*** Begin section ***

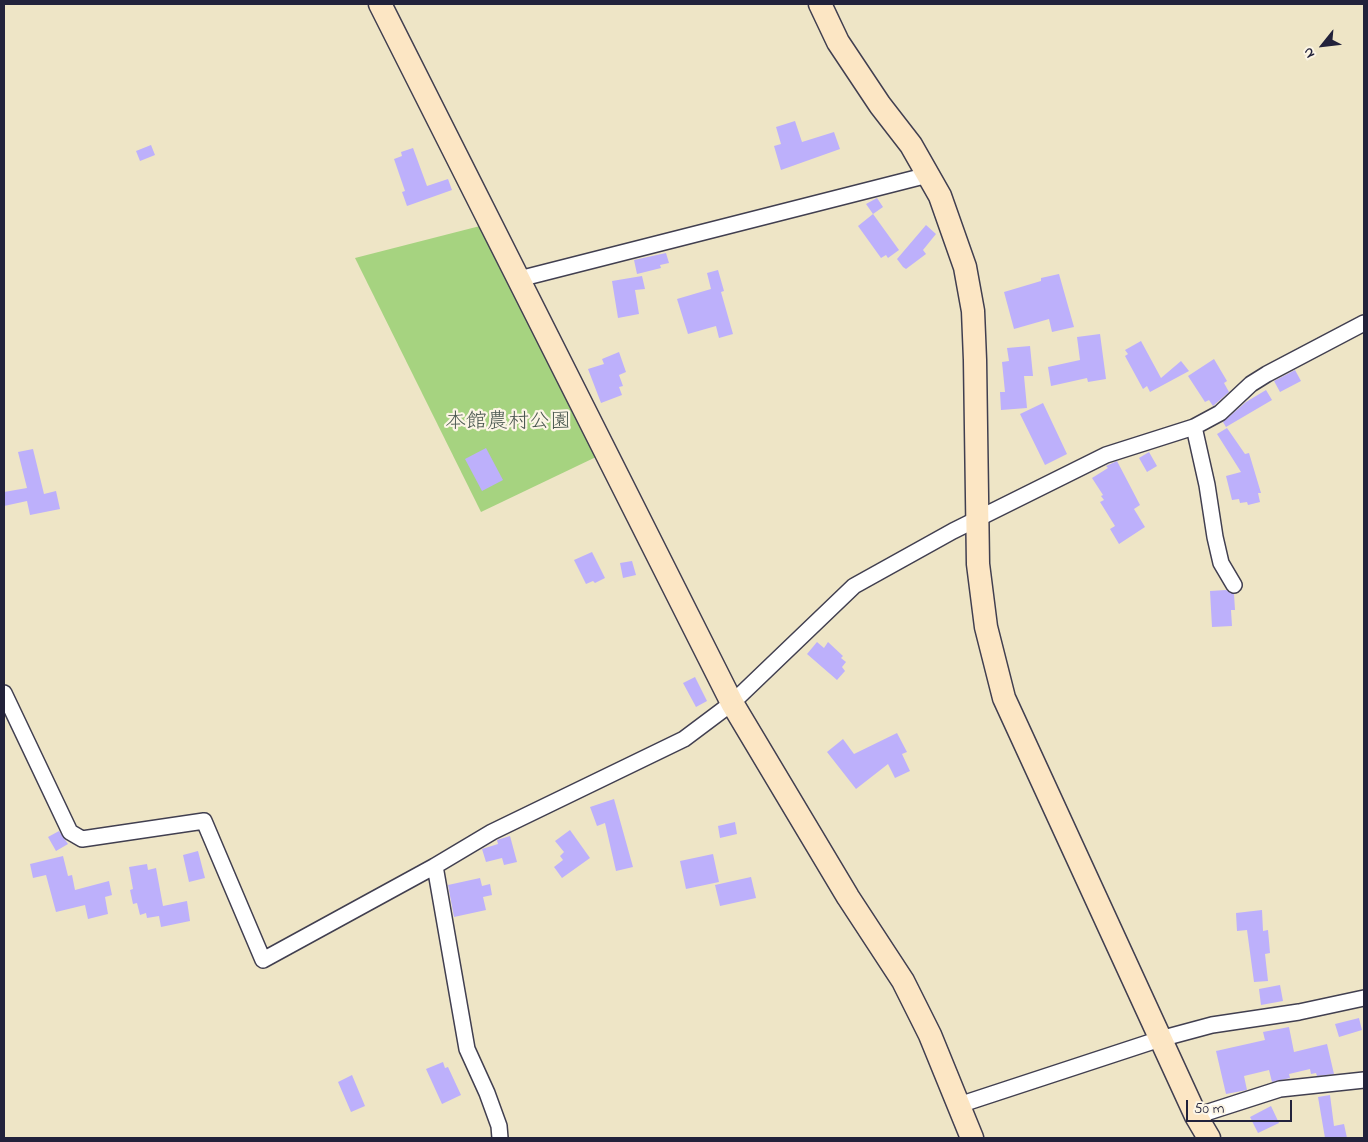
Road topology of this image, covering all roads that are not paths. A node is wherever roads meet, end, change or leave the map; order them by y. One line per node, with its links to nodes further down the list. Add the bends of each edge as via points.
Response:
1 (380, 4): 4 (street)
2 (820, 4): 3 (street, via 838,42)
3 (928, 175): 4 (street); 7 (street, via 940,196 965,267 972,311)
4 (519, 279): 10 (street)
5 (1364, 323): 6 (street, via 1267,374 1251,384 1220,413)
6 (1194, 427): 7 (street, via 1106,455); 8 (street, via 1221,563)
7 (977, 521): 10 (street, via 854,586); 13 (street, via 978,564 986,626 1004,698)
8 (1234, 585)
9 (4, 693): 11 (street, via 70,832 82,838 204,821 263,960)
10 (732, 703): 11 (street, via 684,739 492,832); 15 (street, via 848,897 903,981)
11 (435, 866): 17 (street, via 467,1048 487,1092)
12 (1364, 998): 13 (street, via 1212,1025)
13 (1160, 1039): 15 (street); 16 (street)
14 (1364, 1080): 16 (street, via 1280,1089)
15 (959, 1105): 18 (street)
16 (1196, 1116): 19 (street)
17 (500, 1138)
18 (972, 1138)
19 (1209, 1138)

*** End section ***

• About this task:
Leave out the pictures and repeat everything else in the records exactly.

• Output below:
Road topology of this image, covering all roads that are not paths. A node is wherever roads meet, end, change or leave the map; order them by y. One line per node, with its links to nodes further down the list. Add the bends of each edge as via points.
Response:
1 (380, 4): 4 (street)
2 (820, 4): 3 (street, via 838,42)
3 (928, 175): 4 (street); 7 (street, via 940,196 965,267 972,311)
4 (519, 279): 10 (street)
5 (1364, 323): 6 (street, via 1267,374 1251,384 1220,413)
6 (1194, 427): 7 (street, via 1106,455); 8 (street, via 1221,563)
7 (977, 521): 10 (street, via 854,586); 13 (street, via 978,564 986,626 1004,698)
8 (1234, 585)
9 (4, 693): 11 (street, via 70,832 82,838 204,821 263,960)
10 (732, 703): 11 (street, via 684,739 492,832); 15 (street, via 848,897 903,981)
11 (435, 866): 17 (street, via 467,1048 487,1092)
12 (1364, 998): 13 (street, via 1212,1025)
13 (1160, 1039): 15 (street); 16 (street)
14 (1364, 1080): 16 (street, via 1280,1089)
15 (959, 1105): 18 (street)
16 (1196, 1116): 19 (street)
17 (500, 1138)
18 (972, 1138)
19 (1209, 1138)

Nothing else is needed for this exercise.